> Task details:
This exercise calls for every line of the data below with the string "lane" in it.

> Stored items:
***

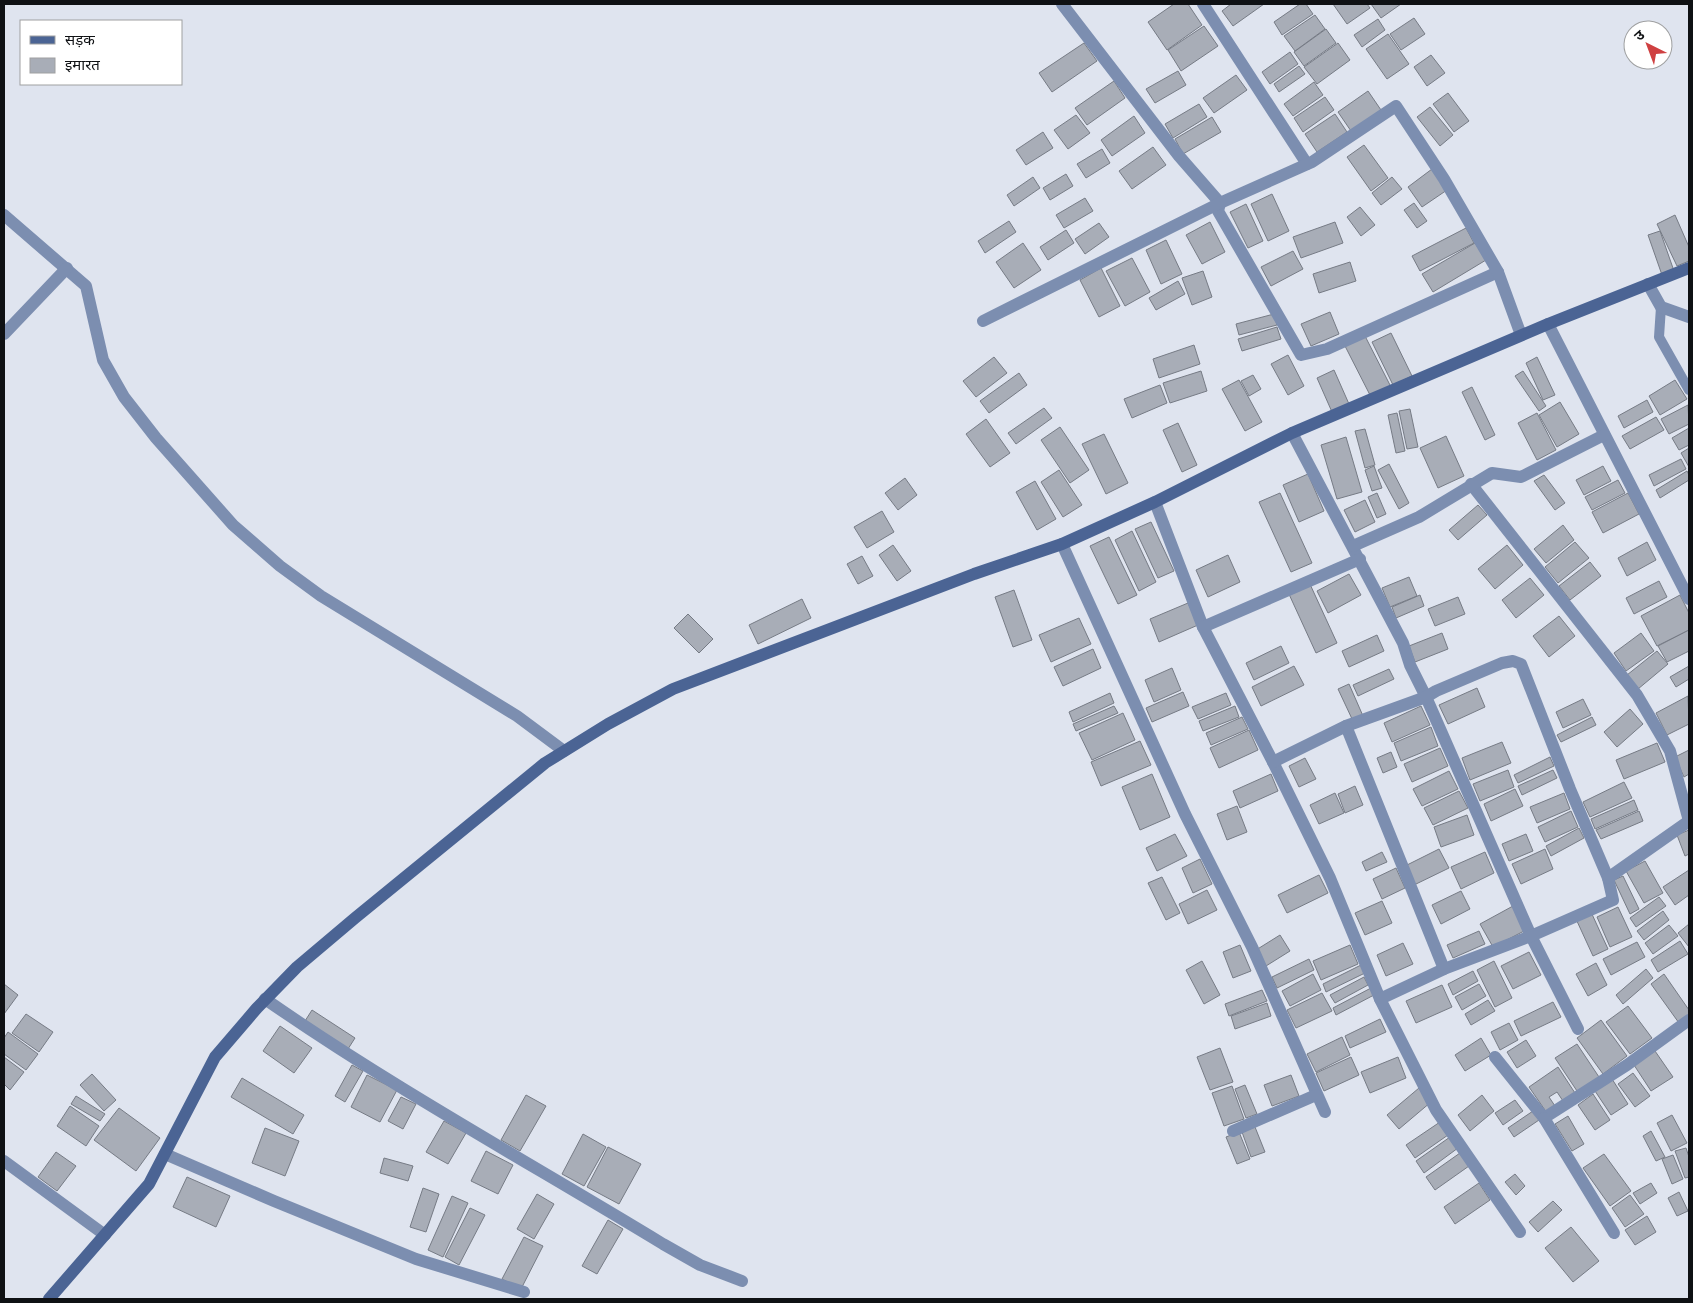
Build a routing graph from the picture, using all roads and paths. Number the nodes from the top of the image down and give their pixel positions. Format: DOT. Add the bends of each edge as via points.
graph roads {
  1 [pos="1062,4"];
  2 [pos="1202,4"];
  3 [pos="1307,164"];
  4 [pos="1220,203"];
  5 [pos="4,216"];
  6 [pos="67,268"];
  7 [pos="1689,268"];
  8 [pos="1498,272"];
  9 [pos="1648,284"];
  10 [pos="1661,307"];
  11 [pos="1689,317"];
  12 [pos="983,321"];
  13 [pos="1548,324"];
  14 [pos="4,334"];
  15 [pos="1521,335"];
  16 [pos="1689,390"];
  17 [pos="1292,433"];
  18 [pos="1604,435"];
  19 [pos="1471,484"];
  20 [pos="1155,502"];
  21 [pos="1062,544"];
  22 [pos="1353,546"];
  23 [pos="1360,559"];
  24 [pos="1689,599"];
  25 [pos="1203,627"];
  26 [pos="1426,697"];
  27 [pos="1346,726"];
  28 [pos="564,751"];
  29 [pos="1273,762"];
  30 [pos="1689,821"];
  31 [pos="1608,878"];
  32 [pos="1531,936"];
  33 [pos="1444,969"];
  34 [pos="265,999"];
  35 [pos="1380,999"];
  36 [pos="1689,1020"];
  37 [pos="1578,1029"];
  38 [pos="1495,1057"];
  39 [pos="1316,1095"];
  40 [pos="1325,1112"];
  41 [pos="1544,1118"];
  42 [pos="1233,1131"];
  43 [pos="165,1154"];
  44 [pos="4,1161"];
  45 [pos="1520,1232"];
  46 [pos="1614,1233"];
  47 [pos="105,1235"];
  48 [pos="742,1281"];
  49 [pos="524,1292"];
  50 [pos="49,1299"];
  1 -- 4 [label="street" via="1178,156"];
  2 -- 3 [label="street"];
  3 -- 4 [label="street"];
  3 -- 8 [label="street" via="1396,106 1444,179"];
  4 -- 8 [label="street" via="1218,211 1300,355 1327,349"];
  4 -- 12 [label="street"];
  5 -- 6 [label="street"];
  6 -- 14 [label="street"];
  6 -- 28 [label="street" via="86,286 102,360 124,397 233,525 321,596 517,716"];
  7 -- 9 [label="main road"];
  8 -- 15 [label="street"];
  9 -- 10 [label="street"];
  9 -- 13 [label="main road"];
  10 -- 11 [label="street"];
  10 -- 16 [label="lane" via="1660,337"];
  13 -- 15 [label="main road"];
  13 -- 18 [label="street"];
  15 -- 17 [label="main road"];
  17 -- 20 [label="main road"];
  17 -- 22 [label="street"];
  18 -- 19 [label="street" via="1521,477 1492,473"];
  18 -- 24 [label="street"];
  19 -- 22 [label="street" via="1419,517"];
  19 -- 30 [label="street" via="1637,695 1670,751"];
  20 -- 21 [label="main road"];
  20 -- 25 [label="street"];
  21 -- 28 [label="main road" via="673,689"];
  21 -- 39 [label="street" via="1185,814 1252,947"];
  22 -- 23 [label="street"];
  23 -- 25 [label="street"];
  23 -- 26 [label="street" via="1403,643"];
  25 -- 29 [label="street"];
  26 -- 27 [label="street"];
  26 -- 31 [label="street" via="1502,663 1514,661 1521,664"];
  26 -- 32 [label="street"];
  27 -- 29 [label="street"];
  27 -- 33 [label="street"];
  28 -- 34 [label="main road" via="355,918"];
  29 -- 35 [label="street" via="1330,878"];
  30 -- 31 [label="street"];
  31 -- 32 [label="street" via="1613,900"];
  32 -- 33 [label="street"];
  32 -- 37 [label="street"];
  33 -- 35 [label="street"];
  34 -- 43 [label="main road" via="215,1057"];
  34 -- 48 [label="street" via="394,1084 663,1244 700,1265"];
  35 -- 45 [label="street" via="1436,1110"];
  36 -- 41 [label="street" via="1627,1065"];
  38 -- 41 [label="street"];
  39 -- 40 [label="street"];
  39 -- 42 [label="street"];
  41 -- 46 [label="street"];
  43 -- 47 [label="main road" via="148,1184"];
  43 -- 49 [label="street" via="416,1259"];
  44 -- 47 [label="street"];
  47 -- 50 [label="main road"];
}
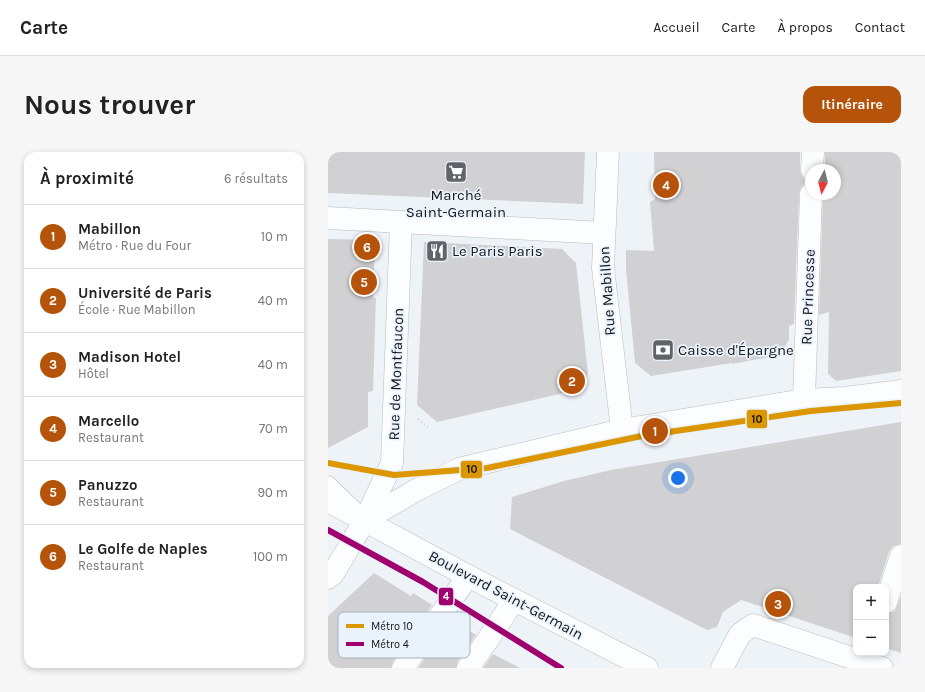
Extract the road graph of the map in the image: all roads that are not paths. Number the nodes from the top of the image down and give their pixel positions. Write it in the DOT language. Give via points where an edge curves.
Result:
graph roads {
  1 [pos="608,152"];
  2 [pos="813,152"];
  3 [pos="812,164"];
  4 [pos="811,200"];
  5 [pos="328,218"];
  6 [pos="401,222"];
  7 [pos="604,233"];
  8 [pos="901,391"];
  9 [pos="804,400"];
  10 [pos="622,430"];
  11 [pos="328,484"];
  12 [pos="328,501"];
  13 [pos="365,520"];
  14 [pos="901,556"];
  15 [pos="468,576"];
  16 [pos="328,578"];
  17 [pos="889,593"];
  18 [pos="514,600"];
  19 [pos="443,612"];
  20 [pos="410,658"];
  21 [pos="871,663"];
  22 [pos="403,668"];
  23 [pos="468,668"];
  24 [pos="647,668"];
  25 [pos="722,668"];
  1 -- 7 [label="street, Rue Mabillon"];
  2 -- 3 [label="street"];
  4 -- 9 [label="street, Rue Princesse"];
  5 -- 6 [label="street"];
  6 -- 7 [label="street"];
  6 -- 13 [label="street, Rue de Montfaucon" via="392,463"];
  7 -- 10 [label="street, Rue Mabillon" via="603,268"];
  8 -- 9 [label="street"];
  9 -- 10 [label="street"];
  10 -- 13 [label="street" via="459,469"];
  11 -- 13 [label="lane, Boulevard Saint-Germain"];
  12 -- 13 [label="street, Boulevard Saint-Germain"];
  13 -- 15 [label="street, Boulevard Saint-Germain"];
  13 -- 16 [label="street, Rue de Montfaucon"];
  14 -- 17 [label="street"];
  15 -- 18 [label="street, Boulevard Saint-Germain"];
  15 -- 19 [label="street"];
  18 -- 23 [label="street"];
  18 -- 24 [label="street, Boulevard Saint-Germain"];
  20 -- 22 [label="street"];
  21 -- 25 [label="street" via="753,625 740,634"];
}
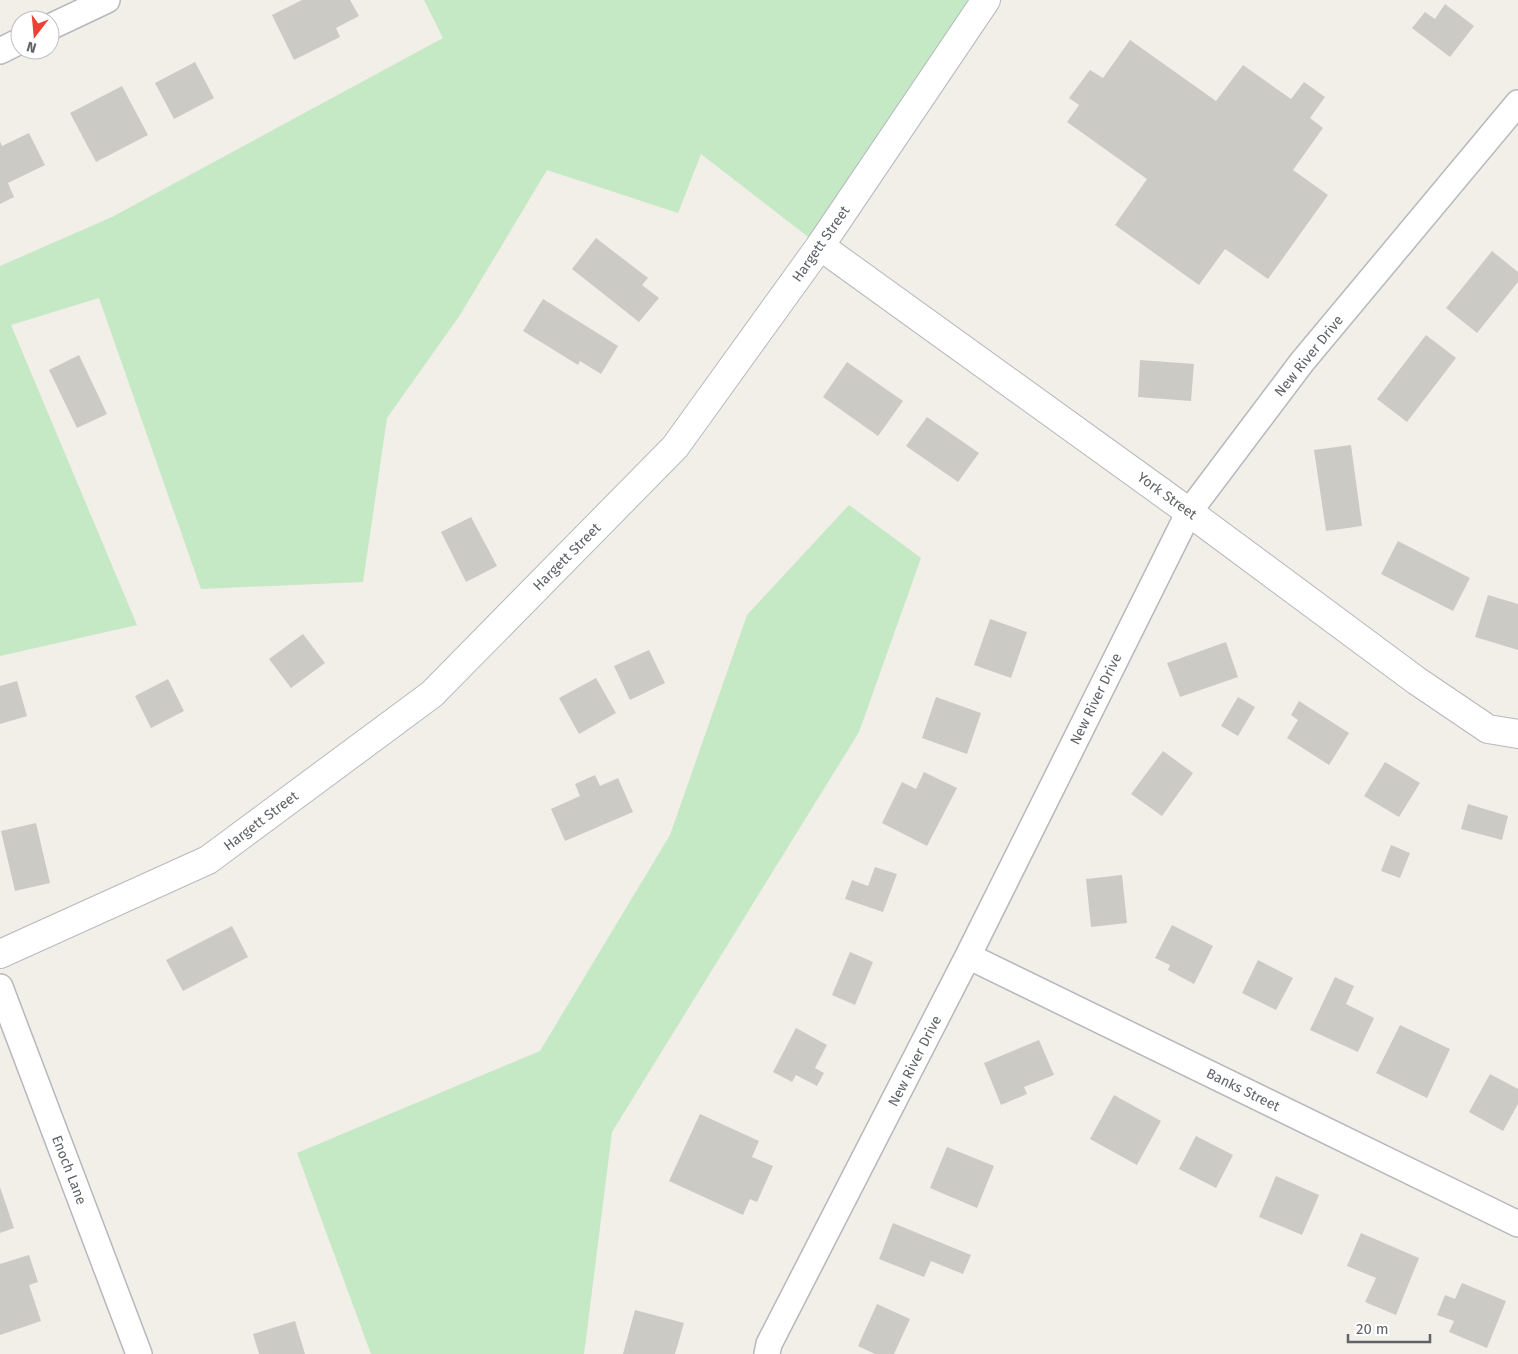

***

> Answer space:
  10 -- 16 [label="lane" via="1660,337"];
  11 -- 13 [label="lane, Boulevard Saint-Germain"];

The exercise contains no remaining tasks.